■ REQUIRED ACTION: Counting only lines below that contain the string "Icha", give the total as a single number.

----- DATASET

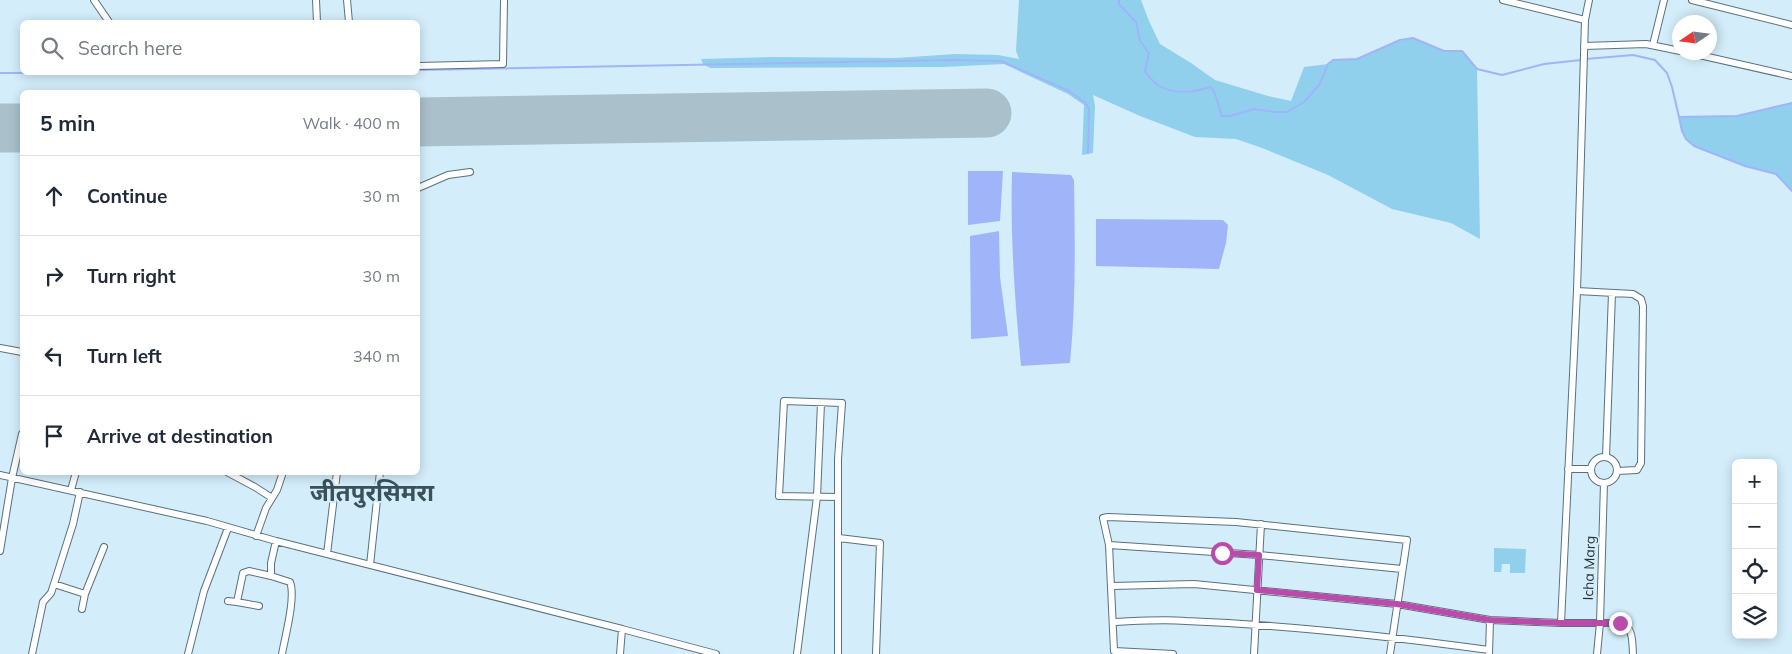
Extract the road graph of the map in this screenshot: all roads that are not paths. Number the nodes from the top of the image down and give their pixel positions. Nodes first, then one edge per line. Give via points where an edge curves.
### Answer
1 (94, 0) edge
2 (316, 0) edge
3 (347, 0) edge
4 (504, 0) edge
5 (1503, 0) edge
6 (1589, 0) edge
7 (1664, 0) edge
8 (1692, 0) edge
9 (1529, 3) edge
10 (108, 20) edge
11 (317, 20) edge
12 (349, 20) edge
13 (1585, 20) junction
14 (1792, 24) edge
15 (1654, 45) junction
16 (1584, 46) junction
17 (1672, 49) edge
18 (1717, 60) edge
19 (420, 66) edge
20 (1792, 76) edge
21 (470, 172) dead end
22 (420, 187) edge
23 (1577, 291) junction
24 (1612, 293) junction
25 (0, 348) edge
26 (20, 352) edge
27 (821, 403) junction
28 (20, 443) edge
29 (1606, 457) junction
30 (1568, 469) junction
31 (1590, 469) junction
32 (1617, 471) junction
33 (0, 475) edge
34 (75, 475) edge
35 (233, 475) edge
36 (283, 475) edge
37 (337, 475) edge
38 (380, 475) edge
39 (12, 478) junction
40 (1604, 483) junction
41 (71, 490) junction
42 (80, 492) junction
43 (816, 497) junction
44 (838, 497) junction
45 (272, 498) junction
46 (1261, 524) junction
47 (228, 528) junction
48 (256, 536) junction
49 (839, 538) junction
50 (276, 541) junction
51 (1109, 545) junction
52 (104, 547) dead end
53 (0, 551) edge
54 (327, 554) junction
55 (1259, 555) junction
56 (370, 565) junction
57 (1402, 569) junction
58 (271, 576) junction
59 (54, 584) junction
60 (1112, 586) junction
61 (1257, 590) junction
62 (85, 594) junction
63 (228, 601) dead end
64 (236, 602) junction
65 (1397, 604) junction
66 (259, 606) dead end
67 (82, 609) dead end
68 (1490, 620) junction
69 (1114, 622) junction
70 (1561, 623) junction
71 (1600, 624) junction
72 (1255, 625) junction
73 (622, 629) junction
74 (1392, 637) junction
75 (1489, 652) edge
76 (32, 654) edge
77 (188, 654) edge
78 (282, 654) edge
79 (620, 654) edge
80 (716, 654) edge
81 (798, 654) edge
82 (838, 654) edge
83 (876, 654) edge
84 (1173, 654) edge
85 (1254, 654) edge
86 (1390, 654) edge
87 (1597, 654) edge
88 (1633, 654) edge

1 - 10 street
2 - 11 street
3 - 12 street
4 - 19 street via 503,64
5 - 9 street
6 - 13 street
7 - 15 street
8 - 14 street
9 - 13 street
13 - 16 street
15 - 16 street
15 - 17 street
16 - 23 street
18 - 20 street
21 - 22 street via 448,175
23 - 24 street
23 - 30 street
24 - 29 street
24 - 32 street via 1637,296 1642,306 1641,463 1637,470
25 - 26 street
27 - 43 street
27 - 43 street via 784,401 779,496
27 - 44 street via 842,403
28 - 39 street
29 - 31 street via 1597,458
29 - 32 street via 1614,462
30 - 31 street
30 - 70 street
31 - 40 street via 1593,477
32 - 40 street via 1613,480
33 - 39 street
34 - 41 street
35 - 45 street
36 - 45 street
37 - 54 street
38 - 56 street
39 - 41 street
39 - 53 street
40 - 71 street, Icha Marg
41 - 42 street
42 - 47 street
42 - 59 street
43 - 44 street
43 - 81 street
44 - 49 street
45 - 48 street
46 - 51 street via 1108,517 1103,518
46 - 55 street
46 - 57 street via 1407,540
47 - 48 street
47 - 77 street via 204,591
48 - 50 street
49 - 82 street
49 - 83 street via 880,544
50 - 54 street
50 - 58 street
51 - 55 street
51 - 60 street
52 - 62 street
54 - 56 street
55 - 57 street
55 - 61 street
56 - 73 street
57 - 65 street
58 - 64 street via 249,571 243,573
58 - 78 street via 290,582 292,587
59 - 62 street
59 - 76 street via 43,602
60 - 61 street via 1194,584
60 - 69 street
61 - 65 street
61 - 72 street
62 - 67 street
63 - 64 street
64 - 66 street
65 - 68 street
65 - 74 street
68 - 70 street
68 - 75 street
69 - 72 street via 1184,620
69 - 84 street via 1114,651
70 - 71 street
71 - 87 street, Icha Marg
71 - 88 street via 1628,626
72 - 74 street
72 - 85 street
73 - 79 street
73 - 80 street
74 - 75 street
74 - 86 street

----------

■ RESULT: 2